Over One Third of Europeans Left Struggling to Pay Bills Amid Inflation Crisis
Well over one-third of Europeans have been left struggling to pay their bill amid the ongoing cost inflation crisis, a government survey has revealed.
A survey conducted on behalf of the European Union has found that well over one-third of Europeans have at one point struggled to pay their bills in the year prior to the poll taking place.
Although unseasonably warm weather on the continent has meant that the bloc has largely avoided major power shortages, huge numbers of EU citizens have nevertheless struggled to deal with the heightened price of food, fuel and services caused by the ongoing energy crisis.
The scale of such financial difficulty is easily seen in the results of the bloc’s latest Eurobarometer survey, with the EU-wide study revealing that 39 per cent of people struggled to pay at least one bill.
Released on Thursday, the data from the polling taken over autumn 2022 shows that the ongoing cost of living crisis throughout the bloc is the single biggest worry for 93 per cent of Europeans, with just under 10 per cent saying they now frequently struggle to pay their bills.

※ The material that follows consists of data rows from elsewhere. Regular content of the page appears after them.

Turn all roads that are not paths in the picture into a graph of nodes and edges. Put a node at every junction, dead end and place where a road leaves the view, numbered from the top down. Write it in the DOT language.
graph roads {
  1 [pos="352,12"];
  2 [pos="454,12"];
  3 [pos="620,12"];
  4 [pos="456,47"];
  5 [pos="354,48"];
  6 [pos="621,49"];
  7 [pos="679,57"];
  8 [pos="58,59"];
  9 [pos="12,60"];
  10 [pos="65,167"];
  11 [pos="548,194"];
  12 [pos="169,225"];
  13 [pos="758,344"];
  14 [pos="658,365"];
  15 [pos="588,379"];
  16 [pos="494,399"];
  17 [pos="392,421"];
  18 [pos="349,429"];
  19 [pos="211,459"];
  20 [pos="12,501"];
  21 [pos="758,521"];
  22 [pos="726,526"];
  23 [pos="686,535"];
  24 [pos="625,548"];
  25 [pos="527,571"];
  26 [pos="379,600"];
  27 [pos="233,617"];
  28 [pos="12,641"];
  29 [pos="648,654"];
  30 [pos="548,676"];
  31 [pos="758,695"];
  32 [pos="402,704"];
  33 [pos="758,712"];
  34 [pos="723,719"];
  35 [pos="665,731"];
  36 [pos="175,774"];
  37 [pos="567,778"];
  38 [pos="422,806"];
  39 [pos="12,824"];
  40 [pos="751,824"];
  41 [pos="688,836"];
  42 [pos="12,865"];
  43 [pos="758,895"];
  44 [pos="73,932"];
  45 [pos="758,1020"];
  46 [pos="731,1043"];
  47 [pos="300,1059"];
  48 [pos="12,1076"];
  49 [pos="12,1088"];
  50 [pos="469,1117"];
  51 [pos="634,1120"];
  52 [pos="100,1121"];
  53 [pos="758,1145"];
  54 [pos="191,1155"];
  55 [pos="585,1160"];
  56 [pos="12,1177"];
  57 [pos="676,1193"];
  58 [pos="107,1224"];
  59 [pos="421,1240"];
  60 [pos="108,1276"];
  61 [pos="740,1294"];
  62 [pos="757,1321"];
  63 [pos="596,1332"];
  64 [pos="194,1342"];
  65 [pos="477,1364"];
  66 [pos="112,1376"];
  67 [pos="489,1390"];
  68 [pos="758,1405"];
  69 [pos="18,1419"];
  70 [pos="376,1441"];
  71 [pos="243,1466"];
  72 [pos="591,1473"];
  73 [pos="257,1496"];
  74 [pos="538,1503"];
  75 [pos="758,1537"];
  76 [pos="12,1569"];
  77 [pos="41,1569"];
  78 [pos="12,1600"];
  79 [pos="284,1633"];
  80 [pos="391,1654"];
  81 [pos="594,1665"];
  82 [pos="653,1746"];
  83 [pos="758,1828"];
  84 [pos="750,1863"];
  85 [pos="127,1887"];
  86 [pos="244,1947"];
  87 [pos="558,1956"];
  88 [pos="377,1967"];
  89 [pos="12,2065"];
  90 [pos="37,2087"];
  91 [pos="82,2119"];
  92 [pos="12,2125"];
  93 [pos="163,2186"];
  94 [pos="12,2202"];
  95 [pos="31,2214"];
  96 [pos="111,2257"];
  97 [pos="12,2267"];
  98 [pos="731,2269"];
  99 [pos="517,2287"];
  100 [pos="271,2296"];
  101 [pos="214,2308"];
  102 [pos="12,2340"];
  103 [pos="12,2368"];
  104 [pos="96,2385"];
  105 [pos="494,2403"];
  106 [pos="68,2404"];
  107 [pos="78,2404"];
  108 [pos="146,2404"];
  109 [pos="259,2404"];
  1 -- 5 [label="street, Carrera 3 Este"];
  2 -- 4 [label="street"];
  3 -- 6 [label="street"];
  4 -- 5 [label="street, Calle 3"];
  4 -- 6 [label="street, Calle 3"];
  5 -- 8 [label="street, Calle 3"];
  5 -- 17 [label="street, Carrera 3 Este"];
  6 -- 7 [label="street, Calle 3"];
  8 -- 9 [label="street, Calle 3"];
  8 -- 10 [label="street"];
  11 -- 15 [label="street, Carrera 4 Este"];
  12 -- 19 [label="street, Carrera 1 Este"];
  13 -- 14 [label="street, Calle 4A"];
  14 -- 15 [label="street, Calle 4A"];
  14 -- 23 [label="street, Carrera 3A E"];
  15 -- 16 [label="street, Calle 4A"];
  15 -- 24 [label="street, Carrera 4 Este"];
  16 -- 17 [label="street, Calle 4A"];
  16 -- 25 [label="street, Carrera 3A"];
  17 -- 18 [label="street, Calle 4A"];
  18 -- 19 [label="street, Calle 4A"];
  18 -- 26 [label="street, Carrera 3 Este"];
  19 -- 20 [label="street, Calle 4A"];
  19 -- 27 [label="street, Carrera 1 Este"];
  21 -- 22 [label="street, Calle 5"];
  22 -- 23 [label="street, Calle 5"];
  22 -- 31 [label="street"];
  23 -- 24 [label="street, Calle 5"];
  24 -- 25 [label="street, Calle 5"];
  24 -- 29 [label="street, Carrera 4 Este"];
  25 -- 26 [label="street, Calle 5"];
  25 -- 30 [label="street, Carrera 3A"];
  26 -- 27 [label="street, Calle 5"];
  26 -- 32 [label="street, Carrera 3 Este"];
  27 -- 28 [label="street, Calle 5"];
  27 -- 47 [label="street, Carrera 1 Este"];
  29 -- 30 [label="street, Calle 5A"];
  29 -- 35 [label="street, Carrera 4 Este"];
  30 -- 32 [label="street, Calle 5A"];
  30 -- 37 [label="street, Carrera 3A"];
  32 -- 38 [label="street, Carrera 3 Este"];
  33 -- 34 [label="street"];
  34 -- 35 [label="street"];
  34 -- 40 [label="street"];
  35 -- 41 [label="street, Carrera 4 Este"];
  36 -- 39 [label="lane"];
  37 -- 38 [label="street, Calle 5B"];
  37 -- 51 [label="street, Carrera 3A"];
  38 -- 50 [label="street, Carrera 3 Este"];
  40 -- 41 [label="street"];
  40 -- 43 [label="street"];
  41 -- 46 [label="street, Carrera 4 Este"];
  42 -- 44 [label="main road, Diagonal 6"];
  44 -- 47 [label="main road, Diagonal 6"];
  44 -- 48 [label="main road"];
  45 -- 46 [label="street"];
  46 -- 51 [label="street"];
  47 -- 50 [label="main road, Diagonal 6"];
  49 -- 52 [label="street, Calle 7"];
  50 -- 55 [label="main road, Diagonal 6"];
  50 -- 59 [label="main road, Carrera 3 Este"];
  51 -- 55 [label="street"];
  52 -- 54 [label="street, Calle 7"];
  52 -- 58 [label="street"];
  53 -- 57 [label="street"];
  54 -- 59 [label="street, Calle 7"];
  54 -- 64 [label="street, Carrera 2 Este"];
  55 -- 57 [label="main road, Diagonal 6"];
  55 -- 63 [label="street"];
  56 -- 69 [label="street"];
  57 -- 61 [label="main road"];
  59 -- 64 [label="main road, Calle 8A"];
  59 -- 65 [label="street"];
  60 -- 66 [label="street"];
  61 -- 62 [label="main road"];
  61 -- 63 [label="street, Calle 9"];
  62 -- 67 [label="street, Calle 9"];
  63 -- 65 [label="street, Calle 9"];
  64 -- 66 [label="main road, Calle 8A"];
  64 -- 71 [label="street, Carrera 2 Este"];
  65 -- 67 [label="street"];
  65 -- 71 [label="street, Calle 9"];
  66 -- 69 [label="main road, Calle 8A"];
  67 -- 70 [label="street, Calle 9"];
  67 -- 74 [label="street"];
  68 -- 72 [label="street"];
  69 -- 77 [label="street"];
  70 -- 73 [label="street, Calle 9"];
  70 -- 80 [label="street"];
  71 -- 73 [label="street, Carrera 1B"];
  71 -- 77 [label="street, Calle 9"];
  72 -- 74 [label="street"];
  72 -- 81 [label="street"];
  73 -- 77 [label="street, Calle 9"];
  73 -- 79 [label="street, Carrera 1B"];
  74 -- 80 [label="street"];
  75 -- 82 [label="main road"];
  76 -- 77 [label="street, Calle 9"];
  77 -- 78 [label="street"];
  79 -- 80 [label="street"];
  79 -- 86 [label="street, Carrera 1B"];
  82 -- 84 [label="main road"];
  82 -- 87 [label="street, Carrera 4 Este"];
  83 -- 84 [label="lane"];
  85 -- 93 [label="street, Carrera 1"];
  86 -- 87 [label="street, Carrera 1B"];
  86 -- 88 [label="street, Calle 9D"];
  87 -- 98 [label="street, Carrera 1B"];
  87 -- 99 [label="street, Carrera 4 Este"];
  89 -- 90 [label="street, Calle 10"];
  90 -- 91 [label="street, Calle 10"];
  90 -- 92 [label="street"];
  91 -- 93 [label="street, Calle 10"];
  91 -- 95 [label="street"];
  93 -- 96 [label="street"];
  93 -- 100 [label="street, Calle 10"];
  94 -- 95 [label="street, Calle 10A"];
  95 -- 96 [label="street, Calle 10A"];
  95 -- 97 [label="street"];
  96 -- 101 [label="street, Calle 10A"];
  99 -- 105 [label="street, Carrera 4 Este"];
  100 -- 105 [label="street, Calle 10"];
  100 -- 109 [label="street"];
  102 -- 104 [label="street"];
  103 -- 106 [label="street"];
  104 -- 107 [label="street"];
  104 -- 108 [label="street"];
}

Things are even worse in some of the bloc’s more easterly states, with as many as 86 per cent of respondents in Greece saying they have struggled to pay at least one bill.
Overall, 46 per cent of respondents claim that they have seen their standard of living reduced since the bloc was hit by the COVID pandemic and the Ukraine war.
The statistics likely make for some sobering reading for many senior politicians and officials within the European Union who have seen the prosperity of the bloc tank.
It also shows that rapid inflation throughout the continent has left a lasting impact on people’s finances.
However, this may no longer result in a recession, at least according to U.S. investment bank Goldman Sachs, with Reuters reporting the firm is no longer expecting the bloc to fall into recession in 2023.
“We maintain our view that Euro area growth will be weak over the winter months given the energy crisis but no longer look for a technical recession,” one economist for the banking giant reportedly said.